[Collected data]
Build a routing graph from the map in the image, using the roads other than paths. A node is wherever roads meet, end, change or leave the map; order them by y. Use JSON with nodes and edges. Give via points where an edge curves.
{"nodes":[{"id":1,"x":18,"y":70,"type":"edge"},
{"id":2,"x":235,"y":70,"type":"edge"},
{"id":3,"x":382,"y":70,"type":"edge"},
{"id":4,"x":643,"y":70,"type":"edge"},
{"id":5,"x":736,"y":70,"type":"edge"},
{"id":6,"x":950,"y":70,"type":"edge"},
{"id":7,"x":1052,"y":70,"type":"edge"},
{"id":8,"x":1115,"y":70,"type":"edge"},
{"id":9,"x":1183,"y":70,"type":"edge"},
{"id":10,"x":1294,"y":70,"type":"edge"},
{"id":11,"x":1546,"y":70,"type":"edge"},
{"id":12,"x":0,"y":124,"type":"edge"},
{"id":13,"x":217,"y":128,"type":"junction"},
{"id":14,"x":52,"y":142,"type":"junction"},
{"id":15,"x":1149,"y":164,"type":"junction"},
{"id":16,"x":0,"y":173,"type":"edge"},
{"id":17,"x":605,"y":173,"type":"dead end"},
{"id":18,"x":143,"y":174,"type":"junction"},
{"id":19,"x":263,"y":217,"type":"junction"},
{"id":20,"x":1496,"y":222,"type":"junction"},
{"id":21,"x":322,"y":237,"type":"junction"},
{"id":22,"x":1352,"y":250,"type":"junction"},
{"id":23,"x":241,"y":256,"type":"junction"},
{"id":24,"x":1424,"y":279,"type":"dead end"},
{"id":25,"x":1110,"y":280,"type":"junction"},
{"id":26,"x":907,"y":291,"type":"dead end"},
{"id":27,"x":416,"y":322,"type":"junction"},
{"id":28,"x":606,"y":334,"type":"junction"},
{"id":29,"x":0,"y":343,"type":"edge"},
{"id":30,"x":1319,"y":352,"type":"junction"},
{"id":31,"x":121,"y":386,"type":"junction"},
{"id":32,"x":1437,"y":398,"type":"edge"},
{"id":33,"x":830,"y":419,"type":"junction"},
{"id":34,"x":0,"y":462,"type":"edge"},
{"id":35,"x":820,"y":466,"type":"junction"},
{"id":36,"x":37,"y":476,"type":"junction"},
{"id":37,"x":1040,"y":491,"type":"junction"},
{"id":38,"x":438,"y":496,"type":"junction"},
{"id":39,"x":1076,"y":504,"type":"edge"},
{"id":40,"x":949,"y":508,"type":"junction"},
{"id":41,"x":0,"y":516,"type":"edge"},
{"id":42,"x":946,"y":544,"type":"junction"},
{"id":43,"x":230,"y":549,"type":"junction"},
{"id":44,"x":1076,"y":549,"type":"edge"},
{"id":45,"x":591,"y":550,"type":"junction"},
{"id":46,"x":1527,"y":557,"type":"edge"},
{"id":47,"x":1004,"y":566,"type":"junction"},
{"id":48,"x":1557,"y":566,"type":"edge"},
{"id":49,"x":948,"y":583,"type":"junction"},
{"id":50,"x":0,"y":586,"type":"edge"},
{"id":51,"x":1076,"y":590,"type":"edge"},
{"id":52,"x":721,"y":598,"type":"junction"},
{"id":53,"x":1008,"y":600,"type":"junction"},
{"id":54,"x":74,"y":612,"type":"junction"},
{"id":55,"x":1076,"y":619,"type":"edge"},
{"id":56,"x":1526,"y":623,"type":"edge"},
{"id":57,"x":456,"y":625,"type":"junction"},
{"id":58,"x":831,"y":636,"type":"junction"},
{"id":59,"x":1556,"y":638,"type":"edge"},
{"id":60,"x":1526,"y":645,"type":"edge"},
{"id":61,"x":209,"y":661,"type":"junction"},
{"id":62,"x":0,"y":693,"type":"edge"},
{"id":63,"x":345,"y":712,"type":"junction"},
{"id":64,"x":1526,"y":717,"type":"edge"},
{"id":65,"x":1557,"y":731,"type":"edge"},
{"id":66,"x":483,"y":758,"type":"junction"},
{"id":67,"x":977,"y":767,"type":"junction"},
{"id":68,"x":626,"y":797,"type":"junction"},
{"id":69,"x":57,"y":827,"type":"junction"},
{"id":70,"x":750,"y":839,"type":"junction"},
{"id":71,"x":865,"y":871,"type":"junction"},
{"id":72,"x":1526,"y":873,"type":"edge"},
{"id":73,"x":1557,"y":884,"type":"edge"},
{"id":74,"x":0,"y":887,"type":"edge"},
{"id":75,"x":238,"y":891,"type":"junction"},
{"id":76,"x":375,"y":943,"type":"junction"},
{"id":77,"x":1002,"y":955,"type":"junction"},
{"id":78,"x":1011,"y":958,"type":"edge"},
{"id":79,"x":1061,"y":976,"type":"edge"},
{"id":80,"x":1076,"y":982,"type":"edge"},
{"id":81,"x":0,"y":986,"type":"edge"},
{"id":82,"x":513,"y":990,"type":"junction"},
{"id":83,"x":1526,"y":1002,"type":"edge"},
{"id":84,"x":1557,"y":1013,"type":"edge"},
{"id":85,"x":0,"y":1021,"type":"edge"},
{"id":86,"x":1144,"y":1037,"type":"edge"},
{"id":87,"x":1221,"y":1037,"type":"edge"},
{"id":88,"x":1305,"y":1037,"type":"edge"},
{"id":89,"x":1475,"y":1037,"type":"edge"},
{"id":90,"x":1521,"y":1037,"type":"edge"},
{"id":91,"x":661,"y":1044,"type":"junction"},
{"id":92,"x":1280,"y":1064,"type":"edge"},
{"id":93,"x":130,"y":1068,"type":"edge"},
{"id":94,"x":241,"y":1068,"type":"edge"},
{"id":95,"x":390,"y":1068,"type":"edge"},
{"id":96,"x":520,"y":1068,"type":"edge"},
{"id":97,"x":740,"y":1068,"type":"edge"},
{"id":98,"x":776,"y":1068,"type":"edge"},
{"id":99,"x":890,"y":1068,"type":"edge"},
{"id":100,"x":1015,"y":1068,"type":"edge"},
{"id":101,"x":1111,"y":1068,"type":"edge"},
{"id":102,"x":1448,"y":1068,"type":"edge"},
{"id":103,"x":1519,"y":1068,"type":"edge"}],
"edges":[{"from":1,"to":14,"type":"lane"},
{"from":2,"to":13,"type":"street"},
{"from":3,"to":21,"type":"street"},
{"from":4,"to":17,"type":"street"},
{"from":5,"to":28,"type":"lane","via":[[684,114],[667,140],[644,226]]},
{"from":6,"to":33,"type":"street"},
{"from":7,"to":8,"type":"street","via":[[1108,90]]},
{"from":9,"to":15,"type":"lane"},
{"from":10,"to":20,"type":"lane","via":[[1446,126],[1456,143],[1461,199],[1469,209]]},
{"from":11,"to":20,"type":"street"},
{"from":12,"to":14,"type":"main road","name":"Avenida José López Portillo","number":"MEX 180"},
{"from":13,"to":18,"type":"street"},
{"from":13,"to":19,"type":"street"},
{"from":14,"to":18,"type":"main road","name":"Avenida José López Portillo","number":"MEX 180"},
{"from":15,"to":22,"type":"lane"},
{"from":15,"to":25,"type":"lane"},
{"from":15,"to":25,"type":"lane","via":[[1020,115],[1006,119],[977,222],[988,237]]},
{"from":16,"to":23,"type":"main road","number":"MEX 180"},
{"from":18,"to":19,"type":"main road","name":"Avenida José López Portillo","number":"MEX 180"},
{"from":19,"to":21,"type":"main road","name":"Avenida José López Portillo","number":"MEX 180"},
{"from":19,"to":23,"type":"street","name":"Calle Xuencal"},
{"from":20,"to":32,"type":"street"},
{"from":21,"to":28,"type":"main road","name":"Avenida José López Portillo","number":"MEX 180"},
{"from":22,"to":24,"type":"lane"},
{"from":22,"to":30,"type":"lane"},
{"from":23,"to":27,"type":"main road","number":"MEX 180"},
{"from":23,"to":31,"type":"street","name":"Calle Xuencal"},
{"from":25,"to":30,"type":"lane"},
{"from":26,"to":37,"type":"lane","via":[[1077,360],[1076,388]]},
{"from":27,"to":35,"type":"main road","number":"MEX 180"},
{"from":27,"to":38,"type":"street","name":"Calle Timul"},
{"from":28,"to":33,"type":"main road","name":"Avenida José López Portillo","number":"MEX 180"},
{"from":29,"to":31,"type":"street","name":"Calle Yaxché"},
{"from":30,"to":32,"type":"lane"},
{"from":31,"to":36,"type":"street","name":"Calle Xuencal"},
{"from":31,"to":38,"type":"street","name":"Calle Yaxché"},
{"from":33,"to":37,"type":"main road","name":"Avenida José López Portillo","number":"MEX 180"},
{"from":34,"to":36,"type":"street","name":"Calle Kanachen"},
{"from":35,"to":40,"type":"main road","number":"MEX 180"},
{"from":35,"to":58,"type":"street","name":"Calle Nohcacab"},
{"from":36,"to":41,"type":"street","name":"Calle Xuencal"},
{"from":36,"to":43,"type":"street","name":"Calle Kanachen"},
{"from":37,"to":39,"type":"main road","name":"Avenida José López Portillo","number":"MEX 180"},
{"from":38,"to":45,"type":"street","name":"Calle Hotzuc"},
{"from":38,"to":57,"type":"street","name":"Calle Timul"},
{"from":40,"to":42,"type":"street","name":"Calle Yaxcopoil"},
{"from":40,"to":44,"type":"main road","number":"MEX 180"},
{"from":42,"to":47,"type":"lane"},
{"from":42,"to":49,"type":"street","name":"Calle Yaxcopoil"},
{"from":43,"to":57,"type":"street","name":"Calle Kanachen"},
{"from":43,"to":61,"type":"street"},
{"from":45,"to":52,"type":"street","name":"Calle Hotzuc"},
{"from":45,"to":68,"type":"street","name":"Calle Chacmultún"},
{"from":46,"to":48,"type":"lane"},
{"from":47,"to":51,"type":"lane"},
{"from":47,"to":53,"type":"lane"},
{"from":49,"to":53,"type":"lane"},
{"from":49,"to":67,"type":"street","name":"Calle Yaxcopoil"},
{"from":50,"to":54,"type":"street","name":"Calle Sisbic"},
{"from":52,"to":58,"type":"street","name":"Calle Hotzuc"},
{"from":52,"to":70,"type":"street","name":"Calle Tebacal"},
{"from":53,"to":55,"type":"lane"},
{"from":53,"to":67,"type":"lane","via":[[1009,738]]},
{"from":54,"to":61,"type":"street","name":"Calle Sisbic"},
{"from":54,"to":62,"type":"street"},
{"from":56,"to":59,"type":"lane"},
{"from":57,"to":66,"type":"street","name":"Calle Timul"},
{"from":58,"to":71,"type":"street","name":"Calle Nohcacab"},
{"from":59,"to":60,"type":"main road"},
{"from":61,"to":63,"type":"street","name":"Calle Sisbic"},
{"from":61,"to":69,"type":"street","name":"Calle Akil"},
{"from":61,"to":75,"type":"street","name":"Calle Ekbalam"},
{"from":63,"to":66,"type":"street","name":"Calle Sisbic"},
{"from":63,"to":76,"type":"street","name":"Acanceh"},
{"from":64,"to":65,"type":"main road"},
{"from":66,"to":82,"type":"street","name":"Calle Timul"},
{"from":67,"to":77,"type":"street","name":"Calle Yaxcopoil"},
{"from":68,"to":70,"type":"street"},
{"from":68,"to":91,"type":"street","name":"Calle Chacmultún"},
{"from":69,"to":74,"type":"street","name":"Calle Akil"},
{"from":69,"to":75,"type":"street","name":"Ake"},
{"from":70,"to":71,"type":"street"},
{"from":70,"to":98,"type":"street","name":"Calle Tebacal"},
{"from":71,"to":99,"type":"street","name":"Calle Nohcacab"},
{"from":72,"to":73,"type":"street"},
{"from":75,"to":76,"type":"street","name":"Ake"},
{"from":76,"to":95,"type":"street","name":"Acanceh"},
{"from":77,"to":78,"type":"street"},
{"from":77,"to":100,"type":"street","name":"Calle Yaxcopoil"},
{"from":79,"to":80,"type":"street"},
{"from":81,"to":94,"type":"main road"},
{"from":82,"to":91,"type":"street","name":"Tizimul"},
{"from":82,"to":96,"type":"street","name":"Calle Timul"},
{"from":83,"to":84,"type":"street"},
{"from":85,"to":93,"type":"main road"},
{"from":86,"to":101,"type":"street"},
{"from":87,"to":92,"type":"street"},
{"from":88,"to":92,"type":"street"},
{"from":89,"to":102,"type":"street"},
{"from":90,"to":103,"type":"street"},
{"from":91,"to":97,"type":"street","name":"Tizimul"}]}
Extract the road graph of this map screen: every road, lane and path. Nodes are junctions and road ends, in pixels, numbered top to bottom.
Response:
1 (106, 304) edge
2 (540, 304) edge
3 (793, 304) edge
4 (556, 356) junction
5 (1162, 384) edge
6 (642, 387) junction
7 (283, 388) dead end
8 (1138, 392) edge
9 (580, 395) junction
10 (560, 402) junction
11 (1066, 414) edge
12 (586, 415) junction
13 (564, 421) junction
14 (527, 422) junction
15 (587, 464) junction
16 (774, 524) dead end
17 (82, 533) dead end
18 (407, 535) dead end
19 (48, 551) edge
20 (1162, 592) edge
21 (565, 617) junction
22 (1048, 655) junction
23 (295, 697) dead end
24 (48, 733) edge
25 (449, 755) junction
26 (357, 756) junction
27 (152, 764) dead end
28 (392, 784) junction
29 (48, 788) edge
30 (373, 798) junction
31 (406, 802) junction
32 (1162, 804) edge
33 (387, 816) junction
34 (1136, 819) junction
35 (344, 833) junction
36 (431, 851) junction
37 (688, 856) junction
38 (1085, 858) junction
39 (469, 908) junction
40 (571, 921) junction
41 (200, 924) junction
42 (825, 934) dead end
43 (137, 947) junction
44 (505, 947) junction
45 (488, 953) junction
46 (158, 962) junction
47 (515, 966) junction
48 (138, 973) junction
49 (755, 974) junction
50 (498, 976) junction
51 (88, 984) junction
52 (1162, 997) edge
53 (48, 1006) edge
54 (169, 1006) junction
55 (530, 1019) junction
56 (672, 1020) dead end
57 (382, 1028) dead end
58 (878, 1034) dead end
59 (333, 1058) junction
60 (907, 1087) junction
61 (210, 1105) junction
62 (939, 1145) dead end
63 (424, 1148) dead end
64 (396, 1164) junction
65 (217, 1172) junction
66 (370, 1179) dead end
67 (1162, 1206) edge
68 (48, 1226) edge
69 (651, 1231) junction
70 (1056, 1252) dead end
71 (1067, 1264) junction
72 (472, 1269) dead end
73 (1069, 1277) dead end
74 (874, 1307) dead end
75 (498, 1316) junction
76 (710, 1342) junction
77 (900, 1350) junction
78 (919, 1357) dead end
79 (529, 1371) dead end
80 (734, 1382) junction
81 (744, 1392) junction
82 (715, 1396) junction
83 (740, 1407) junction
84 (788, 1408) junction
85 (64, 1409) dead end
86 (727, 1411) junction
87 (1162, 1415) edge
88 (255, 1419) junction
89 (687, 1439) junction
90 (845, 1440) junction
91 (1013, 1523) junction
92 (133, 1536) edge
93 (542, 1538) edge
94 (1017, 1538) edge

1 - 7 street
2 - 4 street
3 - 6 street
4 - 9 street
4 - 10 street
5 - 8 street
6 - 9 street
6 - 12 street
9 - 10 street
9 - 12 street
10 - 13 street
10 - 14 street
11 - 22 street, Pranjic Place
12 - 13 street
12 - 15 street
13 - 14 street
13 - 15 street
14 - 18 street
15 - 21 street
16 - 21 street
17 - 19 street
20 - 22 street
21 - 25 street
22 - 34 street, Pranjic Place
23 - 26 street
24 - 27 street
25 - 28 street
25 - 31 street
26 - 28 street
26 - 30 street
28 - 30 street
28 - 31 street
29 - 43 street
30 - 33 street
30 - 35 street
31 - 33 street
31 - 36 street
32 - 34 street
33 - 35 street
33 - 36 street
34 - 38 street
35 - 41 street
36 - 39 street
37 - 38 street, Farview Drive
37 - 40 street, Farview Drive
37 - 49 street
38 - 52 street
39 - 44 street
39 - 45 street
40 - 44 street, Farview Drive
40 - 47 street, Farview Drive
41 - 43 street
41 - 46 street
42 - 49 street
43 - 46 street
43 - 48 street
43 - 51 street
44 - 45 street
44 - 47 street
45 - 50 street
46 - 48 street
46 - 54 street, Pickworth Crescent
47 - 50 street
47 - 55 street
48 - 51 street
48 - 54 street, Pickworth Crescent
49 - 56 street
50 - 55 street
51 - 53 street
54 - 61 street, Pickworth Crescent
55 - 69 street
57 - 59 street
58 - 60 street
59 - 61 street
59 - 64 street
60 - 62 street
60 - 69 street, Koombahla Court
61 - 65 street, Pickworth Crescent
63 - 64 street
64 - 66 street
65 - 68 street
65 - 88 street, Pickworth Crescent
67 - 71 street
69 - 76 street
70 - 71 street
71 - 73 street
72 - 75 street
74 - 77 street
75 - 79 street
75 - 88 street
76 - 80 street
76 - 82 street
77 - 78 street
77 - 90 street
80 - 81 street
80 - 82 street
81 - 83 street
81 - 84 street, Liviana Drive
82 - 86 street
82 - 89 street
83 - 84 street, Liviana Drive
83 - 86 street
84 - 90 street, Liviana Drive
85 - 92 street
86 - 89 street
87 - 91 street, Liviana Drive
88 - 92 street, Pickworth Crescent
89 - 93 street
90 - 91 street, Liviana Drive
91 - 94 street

WORK INSTRUCTIONS: Copy out each line in the preceding records that contains "Tizimul".

RESPONSE:
{"from":82,"to":91,"type":"street","name":"Tizimul"},
{"from":91,"to":97,"type":"street","name":"Tizimul"}]}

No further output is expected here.